Each of the five tracks in this first collaboration between David Wenngren and Christopher Bissonnette can be heard as a single discrete moment – a single loop around a particle accelerator, or around the earth. The shortest track is more than seven and a half minutes long, yet they each give the impression of the unfurling of a single sound or sonic texture, whether this be a lush, lulling murmur (as in album opener A Deceptive and Distant Howl) or a thunderous surge (Their Hunted Expression). Moments you could crawl into, or get lost in; the thoughts of a particle as it drifts at almost the speed of light. The focus on a single oscillating drone, with the occasional subtle scattering of more percussive or fleeting sounds, produces a hold or stretching out of time that is perhaps similar to other temporal distortions such as the time of cinema, or of intense encounters with natural phenomena.

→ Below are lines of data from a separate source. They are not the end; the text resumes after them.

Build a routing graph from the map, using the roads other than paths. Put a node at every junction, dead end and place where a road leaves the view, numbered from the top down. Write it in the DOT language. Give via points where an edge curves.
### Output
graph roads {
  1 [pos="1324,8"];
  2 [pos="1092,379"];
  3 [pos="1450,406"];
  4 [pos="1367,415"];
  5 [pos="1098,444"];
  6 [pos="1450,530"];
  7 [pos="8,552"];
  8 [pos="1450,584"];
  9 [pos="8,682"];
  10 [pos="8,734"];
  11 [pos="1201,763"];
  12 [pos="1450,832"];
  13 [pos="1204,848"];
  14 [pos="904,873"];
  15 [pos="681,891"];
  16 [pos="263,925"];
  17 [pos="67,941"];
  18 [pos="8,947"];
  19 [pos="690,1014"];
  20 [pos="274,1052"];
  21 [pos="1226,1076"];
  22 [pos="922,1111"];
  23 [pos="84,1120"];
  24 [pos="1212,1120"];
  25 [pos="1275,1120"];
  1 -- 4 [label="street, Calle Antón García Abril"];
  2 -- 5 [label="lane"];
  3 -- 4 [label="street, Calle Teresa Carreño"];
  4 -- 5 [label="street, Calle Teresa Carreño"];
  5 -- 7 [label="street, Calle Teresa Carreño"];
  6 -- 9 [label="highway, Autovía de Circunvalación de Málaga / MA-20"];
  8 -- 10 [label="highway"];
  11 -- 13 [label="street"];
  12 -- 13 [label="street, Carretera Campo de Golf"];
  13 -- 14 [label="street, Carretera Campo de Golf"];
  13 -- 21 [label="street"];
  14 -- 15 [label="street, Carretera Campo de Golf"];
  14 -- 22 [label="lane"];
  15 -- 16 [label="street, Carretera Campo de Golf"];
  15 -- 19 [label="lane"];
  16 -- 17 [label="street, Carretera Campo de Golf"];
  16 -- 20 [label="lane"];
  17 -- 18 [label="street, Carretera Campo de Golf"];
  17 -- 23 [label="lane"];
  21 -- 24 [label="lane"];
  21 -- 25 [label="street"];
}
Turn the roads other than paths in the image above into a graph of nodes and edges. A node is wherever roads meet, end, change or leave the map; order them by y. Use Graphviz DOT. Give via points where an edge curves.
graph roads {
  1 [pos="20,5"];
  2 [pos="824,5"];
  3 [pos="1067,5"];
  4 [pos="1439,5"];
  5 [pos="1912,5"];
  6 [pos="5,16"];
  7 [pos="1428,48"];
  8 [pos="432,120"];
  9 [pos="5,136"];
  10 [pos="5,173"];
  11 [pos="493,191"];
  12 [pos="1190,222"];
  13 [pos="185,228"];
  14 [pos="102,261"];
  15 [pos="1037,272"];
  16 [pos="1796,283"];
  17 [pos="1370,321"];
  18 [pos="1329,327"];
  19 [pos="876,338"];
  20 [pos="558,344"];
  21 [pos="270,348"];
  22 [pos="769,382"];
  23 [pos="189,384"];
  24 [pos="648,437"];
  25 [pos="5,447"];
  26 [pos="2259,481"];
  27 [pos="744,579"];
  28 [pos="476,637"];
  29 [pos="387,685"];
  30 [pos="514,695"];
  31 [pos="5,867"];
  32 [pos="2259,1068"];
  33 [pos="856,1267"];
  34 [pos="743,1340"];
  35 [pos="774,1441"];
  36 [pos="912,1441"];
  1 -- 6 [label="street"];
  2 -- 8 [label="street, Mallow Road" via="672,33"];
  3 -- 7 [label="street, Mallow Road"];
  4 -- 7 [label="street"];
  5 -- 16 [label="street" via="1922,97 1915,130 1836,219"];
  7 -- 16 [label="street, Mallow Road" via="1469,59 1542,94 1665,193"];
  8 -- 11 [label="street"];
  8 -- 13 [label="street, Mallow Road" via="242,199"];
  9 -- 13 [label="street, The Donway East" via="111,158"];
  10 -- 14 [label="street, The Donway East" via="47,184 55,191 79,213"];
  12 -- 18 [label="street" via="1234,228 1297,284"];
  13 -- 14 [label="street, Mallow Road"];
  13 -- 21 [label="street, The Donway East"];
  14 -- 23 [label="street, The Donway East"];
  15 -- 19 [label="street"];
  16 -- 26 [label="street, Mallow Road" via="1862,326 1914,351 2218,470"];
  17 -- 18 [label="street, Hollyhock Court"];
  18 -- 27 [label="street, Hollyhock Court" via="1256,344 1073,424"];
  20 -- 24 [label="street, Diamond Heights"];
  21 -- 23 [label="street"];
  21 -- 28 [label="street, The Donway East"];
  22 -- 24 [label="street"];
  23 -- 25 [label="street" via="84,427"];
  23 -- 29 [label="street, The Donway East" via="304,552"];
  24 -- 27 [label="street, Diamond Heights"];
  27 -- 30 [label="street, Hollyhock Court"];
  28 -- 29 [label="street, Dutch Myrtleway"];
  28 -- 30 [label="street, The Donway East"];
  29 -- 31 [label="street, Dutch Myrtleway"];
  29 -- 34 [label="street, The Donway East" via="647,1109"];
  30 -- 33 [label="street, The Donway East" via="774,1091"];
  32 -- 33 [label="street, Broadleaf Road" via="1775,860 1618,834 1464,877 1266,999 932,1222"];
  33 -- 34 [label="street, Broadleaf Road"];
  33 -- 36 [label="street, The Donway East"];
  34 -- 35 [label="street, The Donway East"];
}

Wenngren’s previous work under the Library Tapes and Murralin Lane monikors will be familiar to many, and Bissonnette’s recent album ‘In Between Words’ was released on the Kranky label to much acclaim. On a superficial level “The Meridians of Longitude and Parallels of Latitude” perhaps has more in common with Bissonnette’s aural environments than with the acoustic instrumentation of Library Tapes, but a closer inspection reveals considerations of form and immersive atmosphere that are hallmarks of Wenngren’s approach. The album is released on Home Normal on 28th October, and is rich with the warmth and tactility one has come to expect from the label (and from the mastering talents of Taylor Deupree). Whether a moment is measured in years, miles, or metres per second is ultimately beside the point: with “The Meridians of Longitude and Parallels of Latitude” it is enough just to be in it.
– Nathan Thomas for Fluid Radio
01 A Deceptive and Distant Howl
02 A Wild Tonic In The Rain
03 In His Ghostly Heart
04 Burn Like A Meteor And Leave No Dust
05 Their Hunted Expression
Release Description from Home Normal:
Whilst most of you will know of our love for David Wenngren (of Library Tapes fame, of course), Christopher Bissonnette’s ‘In Between Words’ release on Kranky has long been a personal favourite around these parts. So when I heard about their collaboration I almost fell over myself with excitement. The result is the beautiful and noisily freckled masterpiece ‘The Meridians of Longitude and Parallels of Latitude’, mastered by the lovely Taylor Deupree. In many ways the record is a perfect hybrid of their sound, almost the truest of collaborations if you will. It is also a true Home Normal release, fitting of our original intentions for release of works. It is of a drone-like nature, yet at once melodic, intense and possessing a naturally organic graininess and warmth we so love. The cover art is a perfect match for the sound: beautiful, serene, yet freckled and blurred like a frosty window pane. The music is that of a dream, a dusty memory of something beautiful, retaining its alluring being in that which is hidden, seen but not fully recognisable. The good thing about this dream, this memory however, is that we simply have to press the ‘play’ button again when it is over.